▶ [Work order]:
When a line in the material contains the word "graph", copy it.

══ Data supplied

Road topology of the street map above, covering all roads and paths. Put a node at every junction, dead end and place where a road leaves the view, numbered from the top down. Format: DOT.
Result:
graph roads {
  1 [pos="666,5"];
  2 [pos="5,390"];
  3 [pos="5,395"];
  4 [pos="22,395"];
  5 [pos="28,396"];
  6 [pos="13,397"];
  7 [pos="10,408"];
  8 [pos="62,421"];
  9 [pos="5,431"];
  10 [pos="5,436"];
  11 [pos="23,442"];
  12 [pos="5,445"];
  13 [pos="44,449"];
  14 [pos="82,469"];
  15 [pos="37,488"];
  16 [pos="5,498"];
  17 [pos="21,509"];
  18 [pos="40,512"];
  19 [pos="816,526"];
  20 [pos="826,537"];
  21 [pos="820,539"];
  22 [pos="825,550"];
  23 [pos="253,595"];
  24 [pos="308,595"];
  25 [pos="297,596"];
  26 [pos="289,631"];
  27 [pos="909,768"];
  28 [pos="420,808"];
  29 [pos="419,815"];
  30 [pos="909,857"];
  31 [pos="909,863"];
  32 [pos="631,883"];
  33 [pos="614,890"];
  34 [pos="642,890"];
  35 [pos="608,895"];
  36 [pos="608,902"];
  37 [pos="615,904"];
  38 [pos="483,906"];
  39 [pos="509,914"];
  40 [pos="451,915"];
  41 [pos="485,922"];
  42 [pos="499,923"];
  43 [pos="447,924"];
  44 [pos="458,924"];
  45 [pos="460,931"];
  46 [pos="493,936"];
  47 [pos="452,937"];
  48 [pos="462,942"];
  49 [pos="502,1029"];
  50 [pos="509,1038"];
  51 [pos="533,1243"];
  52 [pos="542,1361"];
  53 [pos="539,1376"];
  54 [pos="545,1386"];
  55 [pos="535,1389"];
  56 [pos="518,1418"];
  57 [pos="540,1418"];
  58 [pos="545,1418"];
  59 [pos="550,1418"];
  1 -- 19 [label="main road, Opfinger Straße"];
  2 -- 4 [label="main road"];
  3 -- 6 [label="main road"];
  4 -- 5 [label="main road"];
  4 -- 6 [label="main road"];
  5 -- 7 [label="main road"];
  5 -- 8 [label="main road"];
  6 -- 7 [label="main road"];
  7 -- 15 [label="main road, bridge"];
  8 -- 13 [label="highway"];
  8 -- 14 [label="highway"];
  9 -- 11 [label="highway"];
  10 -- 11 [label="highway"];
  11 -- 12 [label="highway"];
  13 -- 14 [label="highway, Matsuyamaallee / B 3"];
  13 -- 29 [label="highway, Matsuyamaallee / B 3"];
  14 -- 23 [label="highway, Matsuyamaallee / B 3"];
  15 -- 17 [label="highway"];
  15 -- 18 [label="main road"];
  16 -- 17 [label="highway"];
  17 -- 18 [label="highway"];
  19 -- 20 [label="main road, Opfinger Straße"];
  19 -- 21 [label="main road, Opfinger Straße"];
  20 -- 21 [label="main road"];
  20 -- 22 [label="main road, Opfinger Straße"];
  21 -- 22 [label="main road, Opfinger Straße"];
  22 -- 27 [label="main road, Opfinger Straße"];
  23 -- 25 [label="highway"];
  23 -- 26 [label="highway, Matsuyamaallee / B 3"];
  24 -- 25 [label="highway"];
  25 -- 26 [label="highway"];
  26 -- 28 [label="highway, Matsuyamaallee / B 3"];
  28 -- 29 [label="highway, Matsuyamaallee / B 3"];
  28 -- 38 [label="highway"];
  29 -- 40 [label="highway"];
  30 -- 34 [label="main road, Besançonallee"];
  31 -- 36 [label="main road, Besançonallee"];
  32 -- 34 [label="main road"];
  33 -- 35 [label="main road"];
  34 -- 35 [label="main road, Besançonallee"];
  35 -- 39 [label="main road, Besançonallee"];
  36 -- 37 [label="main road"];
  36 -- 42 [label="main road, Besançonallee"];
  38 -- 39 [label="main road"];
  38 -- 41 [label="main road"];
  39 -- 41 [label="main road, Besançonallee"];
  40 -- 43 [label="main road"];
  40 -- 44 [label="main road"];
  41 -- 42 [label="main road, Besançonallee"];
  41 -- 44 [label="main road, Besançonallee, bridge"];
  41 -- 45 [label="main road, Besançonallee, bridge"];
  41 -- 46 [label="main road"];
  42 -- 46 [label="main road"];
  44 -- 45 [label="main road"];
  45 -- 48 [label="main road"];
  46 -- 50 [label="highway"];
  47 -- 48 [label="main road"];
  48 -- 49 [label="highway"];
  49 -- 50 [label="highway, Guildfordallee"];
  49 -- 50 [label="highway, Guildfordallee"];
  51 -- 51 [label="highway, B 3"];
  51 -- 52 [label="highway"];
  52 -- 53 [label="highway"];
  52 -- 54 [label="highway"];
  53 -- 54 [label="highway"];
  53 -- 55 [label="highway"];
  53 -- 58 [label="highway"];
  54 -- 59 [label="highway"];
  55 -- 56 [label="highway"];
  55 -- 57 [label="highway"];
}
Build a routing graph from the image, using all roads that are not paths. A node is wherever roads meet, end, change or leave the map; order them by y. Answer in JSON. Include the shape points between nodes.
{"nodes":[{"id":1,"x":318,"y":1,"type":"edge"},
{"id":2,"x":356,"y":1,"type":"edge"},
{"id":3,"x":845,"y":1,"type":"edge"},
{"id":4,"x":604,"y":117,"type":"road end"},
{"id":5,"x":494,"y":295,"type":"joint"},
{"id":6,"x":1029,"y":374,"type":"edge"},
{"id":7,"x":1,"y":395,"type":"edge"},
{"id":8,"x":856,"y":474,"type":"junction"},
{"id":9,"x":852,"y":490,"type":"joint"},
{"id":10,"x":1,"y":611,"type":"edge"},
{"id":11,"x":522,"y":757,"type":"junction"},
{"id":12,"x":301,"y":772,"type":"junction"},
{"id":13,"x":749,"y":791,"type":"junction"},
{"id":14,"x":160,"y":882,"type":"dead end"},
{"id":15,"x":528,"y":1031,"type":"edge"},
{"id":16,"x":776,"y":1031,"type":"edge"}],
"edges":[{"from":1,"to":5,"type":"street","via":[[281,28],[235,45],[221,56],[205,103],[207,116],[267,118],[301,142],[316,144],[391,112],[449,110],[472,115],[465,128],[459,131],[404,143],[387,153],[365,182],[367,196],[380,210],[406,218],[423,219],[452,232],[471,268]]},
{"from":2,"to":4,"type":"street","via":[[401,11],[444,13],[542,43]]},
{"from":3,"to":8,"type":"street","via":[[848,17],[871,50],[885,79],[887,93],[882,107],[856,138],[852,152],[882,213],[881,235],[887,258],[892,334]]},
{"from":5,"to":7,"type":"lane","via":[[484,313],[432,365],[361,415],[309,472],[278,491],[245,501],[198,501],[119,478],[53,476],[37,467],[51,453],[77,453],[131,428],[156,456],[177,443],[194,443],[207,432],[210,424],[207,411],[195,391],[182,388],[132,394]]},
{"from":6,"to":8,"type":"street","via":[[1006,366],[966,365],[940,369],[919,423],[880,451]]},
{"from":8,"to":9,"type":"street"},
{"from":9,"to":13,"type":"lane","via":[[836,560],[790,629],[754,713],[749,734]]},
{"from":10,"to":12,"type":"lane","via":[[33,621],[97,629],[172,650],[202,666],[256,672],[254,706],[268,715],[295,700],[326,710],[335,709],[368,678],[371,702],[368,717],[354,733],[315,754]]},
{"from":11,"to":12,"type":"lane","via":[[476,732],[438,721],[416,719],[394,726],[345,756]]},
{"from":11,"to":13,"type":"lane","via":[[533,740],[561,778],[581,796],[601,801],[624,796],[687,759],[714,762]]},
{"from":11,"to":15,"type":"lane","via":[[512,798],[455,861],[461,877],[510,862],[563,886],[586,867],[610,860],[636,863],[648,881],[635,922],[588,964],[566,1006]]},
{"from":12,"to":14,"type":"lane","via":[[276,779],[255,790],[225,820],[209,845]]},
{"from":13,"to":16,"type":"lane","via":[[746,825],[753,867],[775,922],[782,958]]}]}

════

▶ [Exercise solution]:
graph roads {
Build a routing graph from the image, using all roads that are not paths. A node is wherever roads meet, end, change or leave the map; order them by y. Answer in JSON. Include the shape points between nodes.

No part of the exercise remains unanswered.